I first tuned into Terriers on a whim, intrigued by a new FX series starring Donal Logue. After Justified turned out to be all kinds of awesome, I was curious to see what else FX had up their sleeve. That said, the marketing for the show was certainly less than stellar. The ads made the series look goofy and lightweight - almost similar to FOX's recent series The Good Guys, which I didn't really take to. The marketing also failed to really convey that the show would be less bouncy buddy-cop show and more serialized, darkly-funny, neo-noir - not all that dissimilar from something like Veronica Mars. At first, I was hooked by the great characters - Hank and Britt, two scraggly, down-on-their-luck PI's - were an immediately likable duo with a lot of soon-to-be-revealed depth. Later, I was roped in by the deft mix of case-of-the-week capers with an ongoing mytharc that grew increasingly intense and absorbing with each passing episode.

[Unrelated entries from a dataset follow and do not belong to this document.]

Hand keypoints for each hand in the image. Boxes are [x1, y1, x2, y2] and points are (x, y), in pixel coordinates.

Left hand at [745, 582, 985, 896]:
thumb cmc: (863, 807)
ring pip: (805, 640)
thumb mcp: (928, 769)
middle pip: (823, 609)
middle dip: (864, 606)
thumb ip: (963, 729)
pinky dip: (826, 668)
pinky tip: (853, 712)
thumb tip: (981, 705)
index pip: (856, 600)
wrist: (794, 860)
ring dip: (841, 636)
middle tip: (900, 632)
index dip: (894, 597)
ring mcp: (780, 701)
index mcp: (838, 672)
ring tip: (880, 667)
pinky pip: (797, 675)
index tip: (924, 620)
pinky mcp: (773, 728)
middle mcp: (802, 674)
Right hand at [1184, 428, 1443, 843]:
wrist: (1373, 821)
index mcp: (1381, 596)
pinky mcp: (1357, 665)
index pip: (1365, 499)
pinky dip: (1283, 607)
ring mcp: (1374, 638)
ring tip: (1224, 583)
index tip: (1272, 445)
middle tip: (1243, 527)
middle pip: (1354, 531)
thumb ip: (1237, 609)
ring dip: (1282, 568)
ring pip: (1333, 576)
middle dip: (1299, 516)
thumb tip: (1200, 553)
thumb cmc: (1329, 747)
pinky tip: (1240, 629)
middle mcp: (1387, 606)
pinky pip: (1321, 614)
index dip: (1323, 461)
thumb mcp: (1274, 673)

Taking place in the small, hardluck SoCal beach town of Ocean Beach, Terriers filled out its world with all kinds of fascinating and colorful characters. It had such a great sense of place and setting - it looked and felt different from other shows on TV, and the photography really captured that sunsoaked SoCal vibe - albeit in a slightly menacing manner that implied that shadiness and scandal lay buried in the town's corners and alleyways. And Hank and Britt - played to perfection by Donal Logue and Michael Raymond-James, were the perfect antiheroes for this place and for this story.
Michael Raymond-James, who I had previously only seen in his small part on True Blood, was absolutely fantastic as Britt. Britt was such a complex, nuanced character - a big-hearted guy who also had a vicious streak, a would-be career criminal who was trying his best to do right by his friend and partner, Hank, and his girlfriend, Katie. Britt was a nice guy, on the surface, but as the series progressed we saw just how close to the edge he really was, and how unstable the life he had built for himself could be. Again, a superb performance from Michael Raymond-James, an actor whose career I will now eagerly follow, if only because he was that damn good on Terriers.

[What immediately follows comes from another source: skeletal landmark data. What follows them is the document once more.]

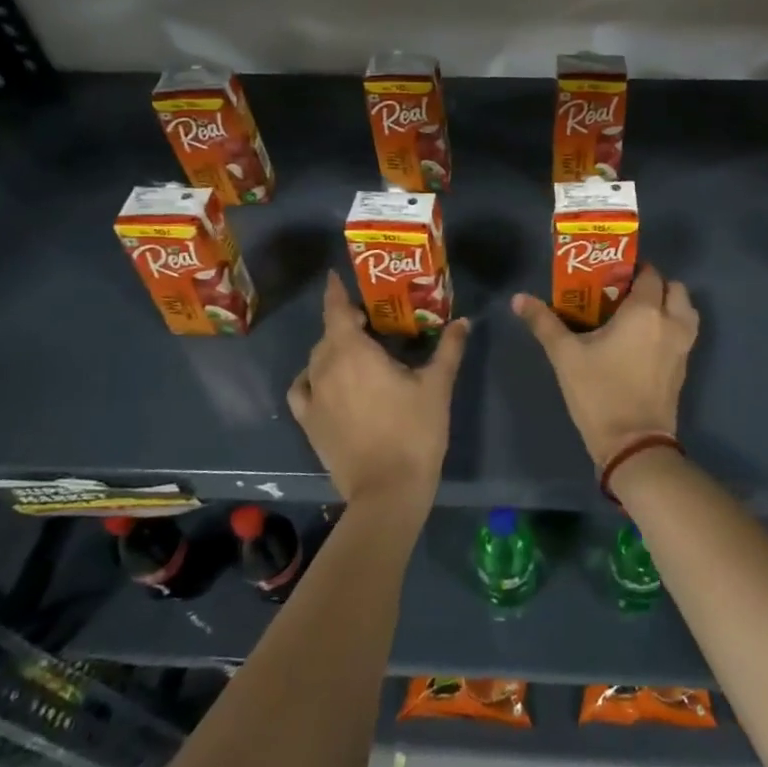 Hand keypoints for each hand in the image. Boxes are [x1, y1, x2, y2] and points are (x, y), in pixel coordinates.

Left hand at [288, 272, 468, 509]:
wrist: (388, 490)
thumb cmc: (415, 431)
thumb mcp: (437, 386)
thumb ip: (449, 349)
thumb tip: (464, 321)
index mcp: (354, 352)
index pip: (337, 310)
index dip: (335, 291)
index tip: (335, 276)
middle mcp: (325, 367)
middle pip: (328, 334)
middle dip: (343, 322)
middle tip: (369, 320)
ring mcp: (313, 396)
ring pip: (316, 359)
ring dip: (331, 348)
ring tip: (354, 351)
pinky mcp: (309, 422)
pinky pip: (303, 388)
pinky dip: (311, 377)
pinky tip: (325, 381)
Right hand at [511, 266, 698, 471]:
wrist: (633, 444)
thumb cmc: (599, 393)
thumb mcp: (565, 356)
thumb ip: (543, 323)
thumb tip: (518, 298)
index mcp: (644, 311)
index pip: (648, 274)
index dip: (632, 270)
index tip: (610, 277)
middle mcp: (671, 322)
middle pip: (673, 288)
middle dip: (653, 285)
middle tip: (625, 295)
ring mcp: (683, 346)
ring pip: (686, 310)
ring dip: (669, 305)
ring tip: (640, 315)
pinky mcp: (684, 367)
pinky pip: (685, 333)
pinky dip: (672, 326)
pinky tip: (646, 339) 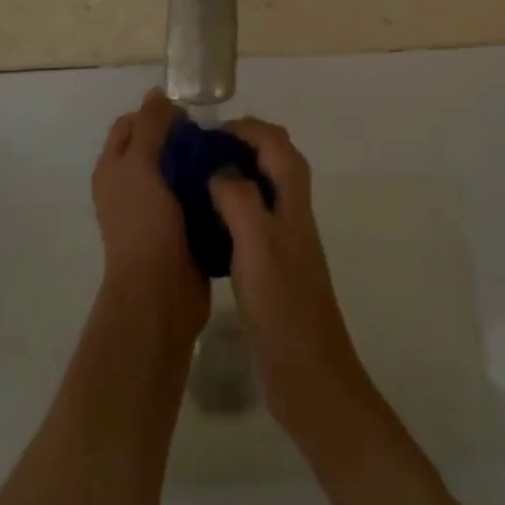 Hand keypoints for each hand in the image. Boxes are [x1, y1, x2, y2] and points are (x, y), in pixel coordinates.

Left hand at [94, 89, 207, 340]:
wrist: (159, 293)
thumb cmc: (144, 224)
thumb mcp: (141, 166)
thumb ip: (150, 127)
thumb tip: (157, 92)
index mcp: (114, 169)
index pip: (130, 124)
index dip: (155, 112)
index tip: (189, 113)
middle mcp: (130, 186)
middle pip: (156, 146)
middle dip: (183, 136)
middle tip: (215, 133)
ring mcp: (155, 209)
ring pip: (178, 172)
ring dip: (200, 162)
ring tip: (229, 154)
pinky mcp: (179, 229)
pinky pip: (194, 198)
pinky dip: (209, 187)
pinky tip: (232, 181)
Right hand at [208, 118, 373, 445]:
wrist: (308, 375)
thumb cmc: (282, 306)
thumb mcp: (256, 244)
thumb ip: (239, 198)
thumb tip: (220, 169)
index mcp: (293, 204)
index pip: (277, 144)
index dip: (247, 129)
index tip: (209, 132)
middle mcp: (292, 215)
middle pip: (275, 160)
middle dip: (242, 144)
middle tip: (200, 152)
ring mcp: (284, 242)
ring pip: (264, 189)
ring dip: (236, 174)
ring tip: (196, 179)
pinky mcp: (272, 267)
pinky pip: (253, 219)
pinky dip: (232, 207)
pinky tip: (205, 223) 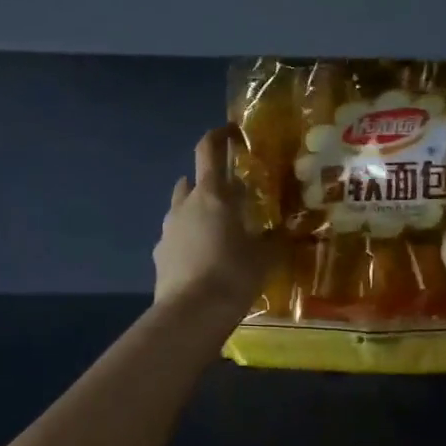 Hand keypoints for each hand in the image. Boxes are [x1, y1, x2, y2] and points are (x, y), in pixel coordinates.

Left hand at [154, 127, 274, 315]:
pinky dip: (188, 239)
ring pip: (182, 208)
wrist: (191, 313)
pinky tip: (202, 259)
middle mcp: (185, 205)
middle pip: (192, 180)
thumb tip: (285, 231)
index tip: (231, 132)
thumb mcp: (265, 257)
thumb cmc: (233, 275)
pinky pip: (175, 237)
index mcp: (212, 195)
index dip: (218, 135)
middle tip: (232, 198)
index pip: (209, 150)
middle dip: (210, 183)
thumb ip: (274, 239)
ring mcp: (168, 229)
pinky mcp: (159, 254)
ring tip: (218, 231)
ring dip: (197, 211) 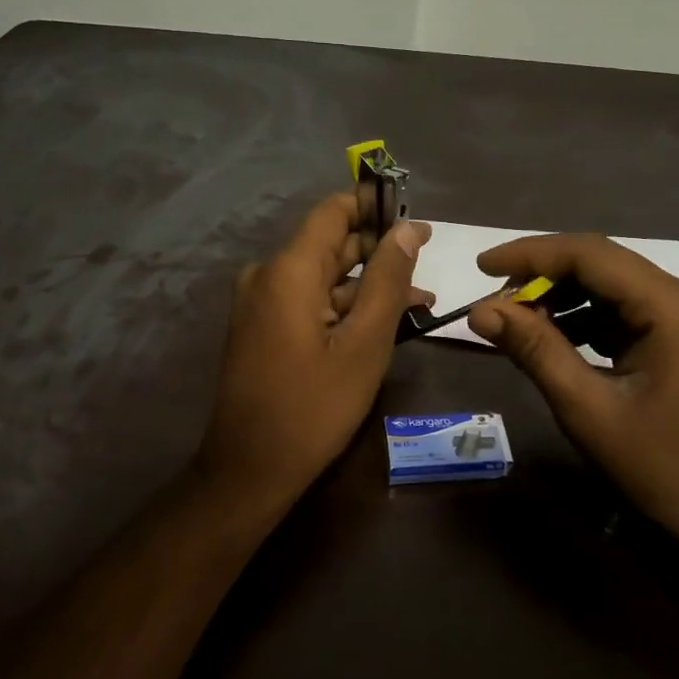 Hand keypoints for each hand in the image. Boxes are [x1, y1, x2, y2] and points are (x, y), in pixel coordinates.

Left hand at [195, 194, 431, 519]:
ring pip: (323, 277)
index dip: (375, 208)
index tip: (416, 221)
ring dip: (367, 285)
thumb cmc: (314, 407)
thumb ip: (388, 281)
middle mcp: (267, 276)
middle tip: (428, 262)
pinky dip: (344, 307)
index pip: (333, 212)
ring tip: (421, 299)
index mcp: (288, 270)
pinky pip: (308, 302)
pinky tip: (382, 321)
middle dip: (379, 250)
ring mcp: (260, 304)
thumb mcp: (364, 344)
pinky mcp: (262, 328)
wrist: (250, 469)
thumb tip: (408, 230)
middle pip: (329, 244)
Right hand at [467, 235, 678, 557]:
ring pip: (610, 286)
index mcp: (672, 307)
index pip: (591, 254)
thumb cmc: (658, 468)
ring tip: (515, 320)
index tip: (482, 267)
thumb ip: (535, 350)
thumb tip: (480, 310)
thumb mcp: (586, 408)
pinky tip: (551, 337)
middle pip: (602, 263)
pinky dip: (583, 318)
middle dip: (543, 274)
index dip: (531, 253)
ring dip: (561, 297)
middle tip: (493, 298)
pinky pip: (622, 311) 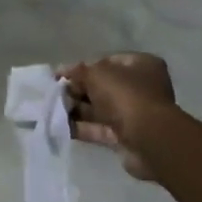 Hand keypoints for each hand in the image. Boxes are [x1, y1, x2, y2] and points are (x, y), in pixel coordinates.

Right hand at [59, 53, 176, 180]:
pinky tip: (61, 126)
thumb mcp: (97, 74)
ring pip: (100, 109)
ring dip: (77, 109)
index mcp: (141, 65)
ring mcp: (134, 113)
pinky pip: (100, 129)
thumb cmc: (126, 96)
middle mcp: (141, 87)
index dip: (84, 67)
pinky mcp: (126, 136)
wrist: (149, 139)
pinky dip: (82, 128)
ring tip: (53, 110)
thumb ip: (78, 71)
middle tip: (55, 94)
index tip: (61, 75)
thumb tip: (61, 71)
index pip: (108, 62)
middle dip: (78, 90)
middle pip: (103, 86) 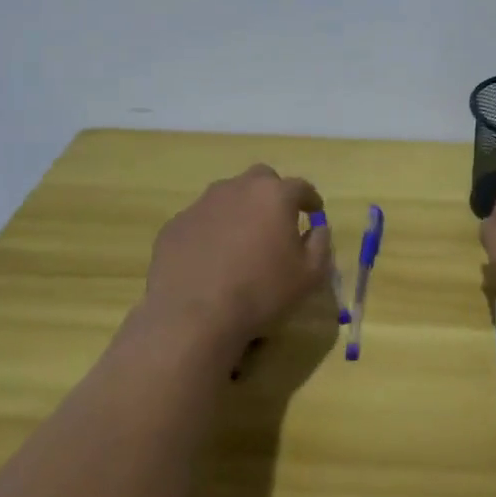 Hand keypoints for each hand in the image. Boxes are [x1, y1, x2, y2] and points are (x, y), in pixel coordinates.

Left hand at [138, 165, 332, 361]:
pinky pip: (201, 220)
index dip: (310, 200)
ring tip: (242, 241)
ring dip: (240, 210)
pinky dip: (212, 231)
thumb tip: (317, 228)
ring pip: (228, 196)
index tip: (314, 213)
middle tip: (276, 221)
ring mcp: (201, 204)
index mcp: (274, 195)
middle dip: (272, 194)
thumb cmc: (262, 292)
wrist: (193, 317)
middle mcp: (237, 189)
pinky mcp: (175, 225)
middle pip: (261, 179)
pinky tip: (212, 258)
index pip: (301, 187)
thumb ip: (320, 243)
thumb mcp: (310, 275)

But man, the heart and soul of the show was Donal Logue as Hank. This was, quite simply, a career-defining performance from Logue. I've been a fan of his for a while, but I honestly had no idea he was capable of this level of acting. He tore it up on just about every episode of Terriers. And if the Emmys want to be taken seriously, I don't see how they can overlook this performance. Logue's Hank was a near-broken man who was somehow still standing. He'd survived divorce, alcoholism, and getting kicked off the force. Now, trying to start over as a PI, he was fully embracing the scrappy, underdog status he'd always had. But the thing with Hank was that, if anyone could take on the Man, could fight the power sans badge, sans credibility, sans resources - it was him. He was too big-hearted to ever quit, too stubborn to ever know when to say die. He could be a jealous, scheming, paranoid asshole, but he was also a loyal friend and a fighter who was determined to take on anyone, no matter the odds. Man, what a great character, and what an awesome performance from Donal Logue. The guy had moments on this show that were off-the-charts intense. Moments of anger, of sadness, of humor. Maybe my favorite lead-actor performance on any TV drama this season. It's a total shame that Logue won't be able to keep this character alive, because Hank is a character who you want to spend time with, check in on, see what crazy-ass fight he's picked this time.

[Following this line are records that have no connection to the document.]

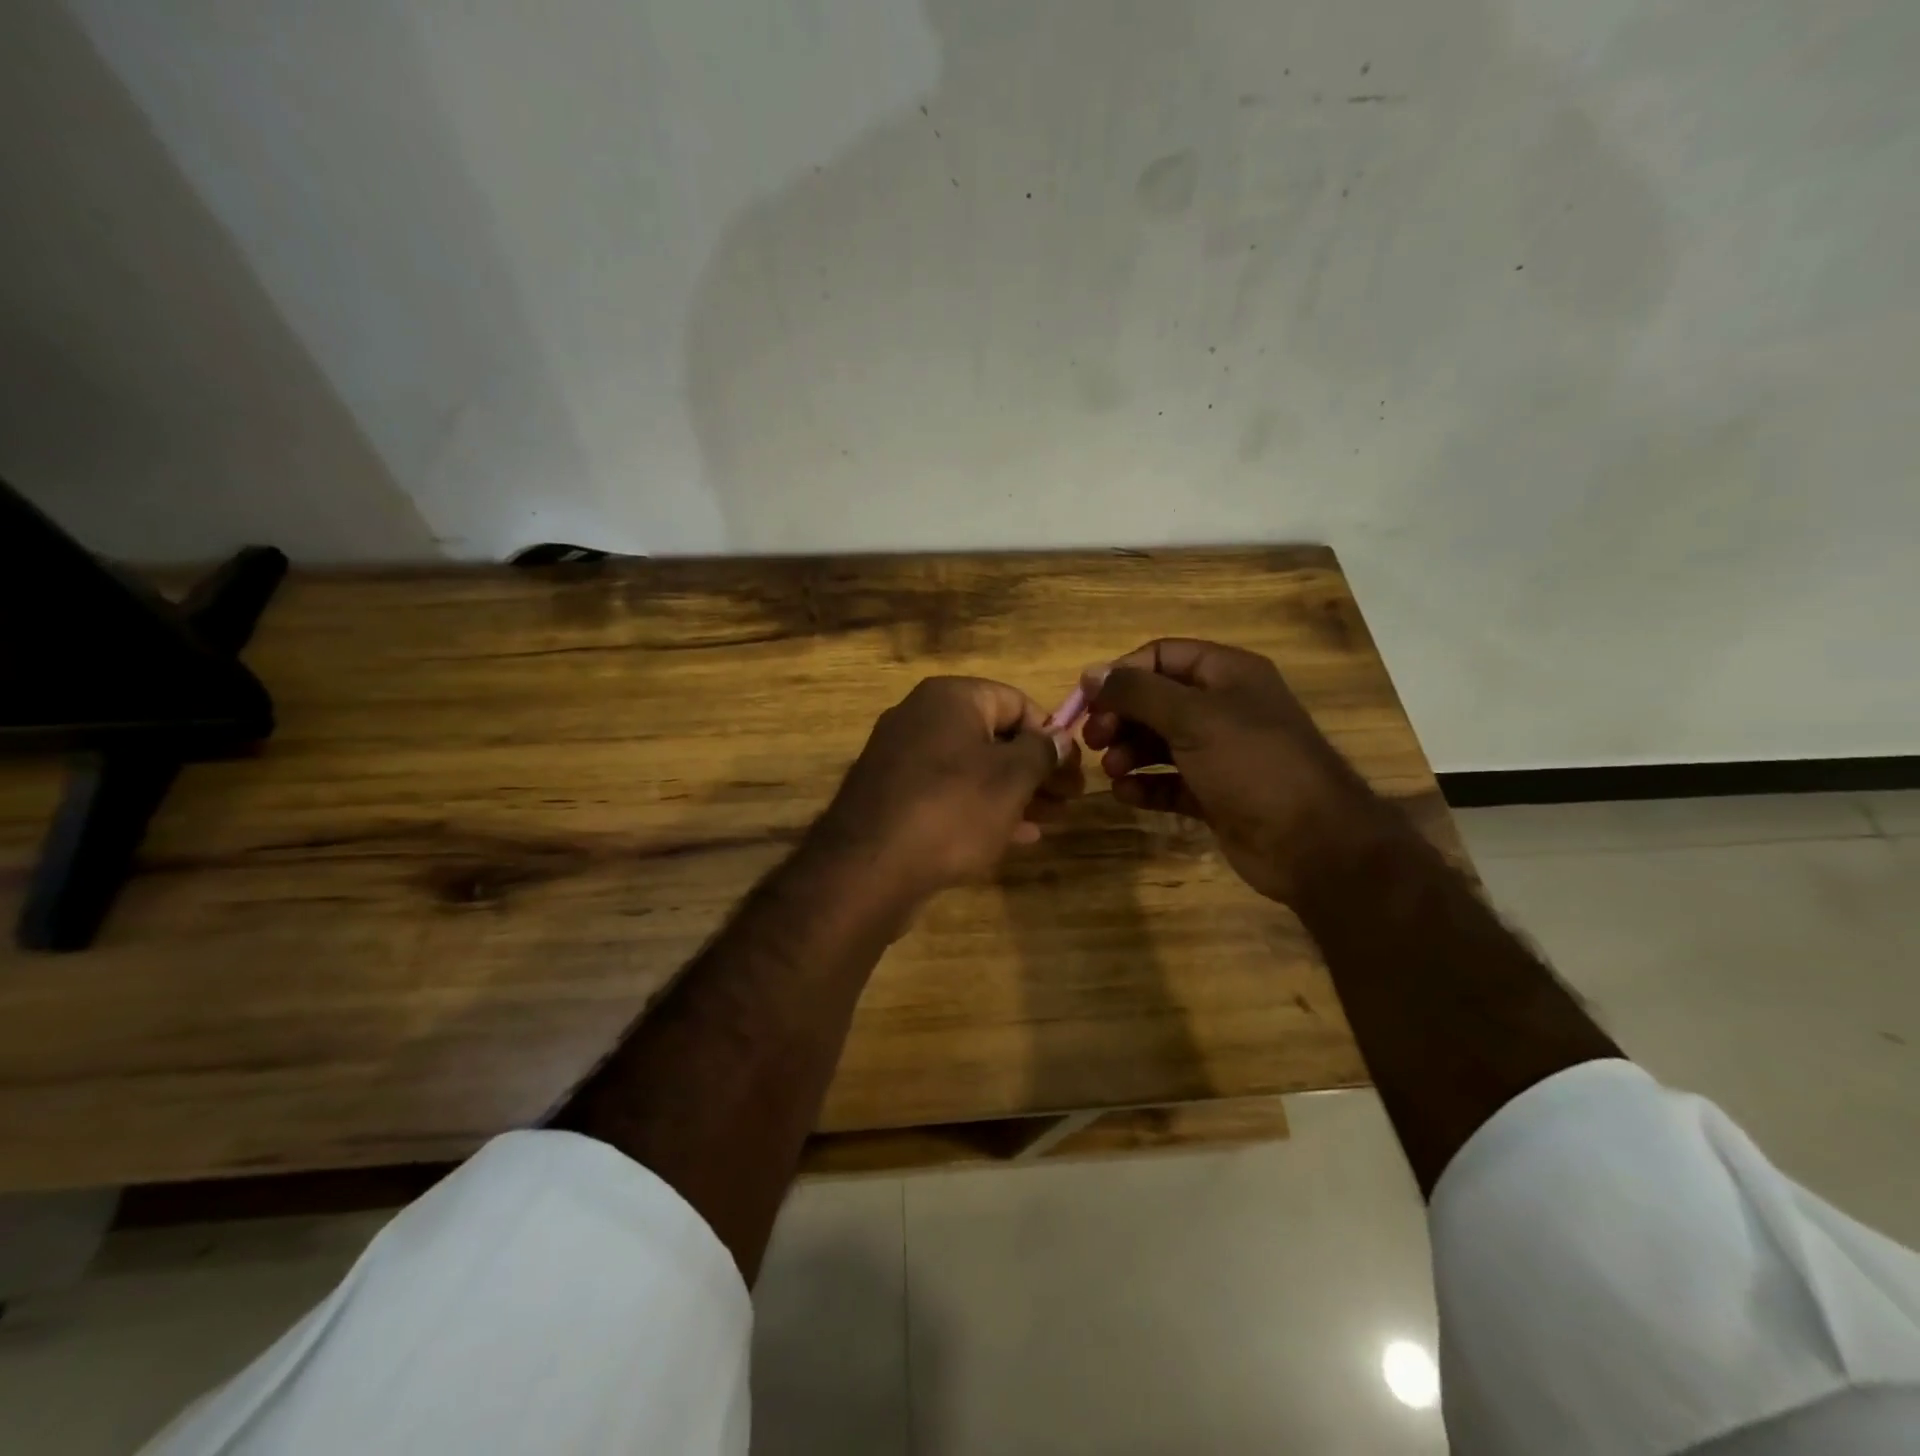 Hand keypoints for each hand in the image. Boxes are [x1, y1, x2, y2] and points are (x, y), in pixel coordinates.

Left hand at [814, 677, 1083, 901]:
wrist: (869, 868)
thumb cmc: (952, 809)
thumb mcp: (1011, 778)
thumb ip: (1042, 752)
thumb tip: (1060, 738)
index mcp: (949, 699)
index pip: (1016, 701)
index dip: (1051, 733)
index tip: (1074, 768)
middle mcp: (920, 718)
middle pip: (994, 737)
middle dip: (1036, 769)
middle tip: (1069, 799)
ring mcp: (902, 759)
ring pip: (972, 769)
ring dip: (1015, 793)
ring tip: (1050, 820)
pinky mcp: (893, 797)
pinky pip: (948, 794)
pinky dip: (982, 809)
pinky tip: (1016, 837)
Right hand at [1081, 639, 1389, 903]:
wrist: (1311, 843)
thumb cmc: (1252, 765)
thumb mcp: (1192, 717)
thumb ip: (1138, 692)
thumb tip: (1091, 673)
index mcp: (1228, 674)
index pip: (1162, 656)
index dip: (1122, 673)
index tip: (1087, 700)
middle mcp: (1224, 708)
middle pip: (1157, 700)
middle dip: (1121, 716)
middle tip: (1093, 739)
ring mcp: (1221, 754)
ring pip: (1160, 742)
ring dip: (1129, 751)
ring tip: (1111, 769)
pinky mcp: (1215, 794)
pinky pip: (1170, 781)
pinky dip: (1146, 785)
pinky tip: (1126, 794)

The supporting cast on this show was nearly as great as the two leads. Laura Allen did a bang-up job as Britt's rocksteady girlfriend, Katie. The two had one of the most realistic-seeming, likable relationships of any two characters on TV. When they stumbled later on in the season, it was truly heartbreaking to watch. Rockmond Dunbar, who was great on Prison Break, was quite simply badass here as Hank's ex-police-partner, Gustafson. He and Donal Logue had many a great scene together, and I hope that Dunbar continues to get cast in roles like this one that take advantage of his acting chops. Meanwhile, Donal's real life sister, Karina Logue, came in mid-season for a memorable turn as Hank's in-series sister, Steph. Steph - a mentally-unbalanced savant - could have been an annoying character in lesser hands, but man, those Logues can act. Karina Logue put in an amazing performance, turning Steph into one of the show's most likable and memorable supporting characters. And hey, I've got to mention the awesomely evil Ben Zeitland, the scheming attorney helping to orchestrate a destructive land-grab in Ocean Beach. What a great villain - played with smarmy relish by Michael Gaston. He made Zeitland into one hateable bastard, one jerk-off sonofabitch - aka, a perfect foil for Hank and Britt.
The writing on the show was also fairly incredible. In between the moments of total intensity and drama, there were smaller, quieter moments of banter and wit and humor. The way the various ongoing plotlines weaved in and out of each episode was always impressively seamless, as the show created this living, breathing world for these characters to inhabit. There were any number of gripping twists and turns as well - this was just damn good storytelling, period.
Terriers just seemed to get better and better with each episode. And the show covered a lot of territory despite its relatively short run. We saw flashbacks to Hank and Britt's first meeting, saw the painful arc of Hank having to endure his ex-wife Gretchen's remarriage, saw Britt and Katie's various struggles, and saw our two underdog heroes almost singlehandedly save their city from being demolished by ruthless, murderous, corporate sharks.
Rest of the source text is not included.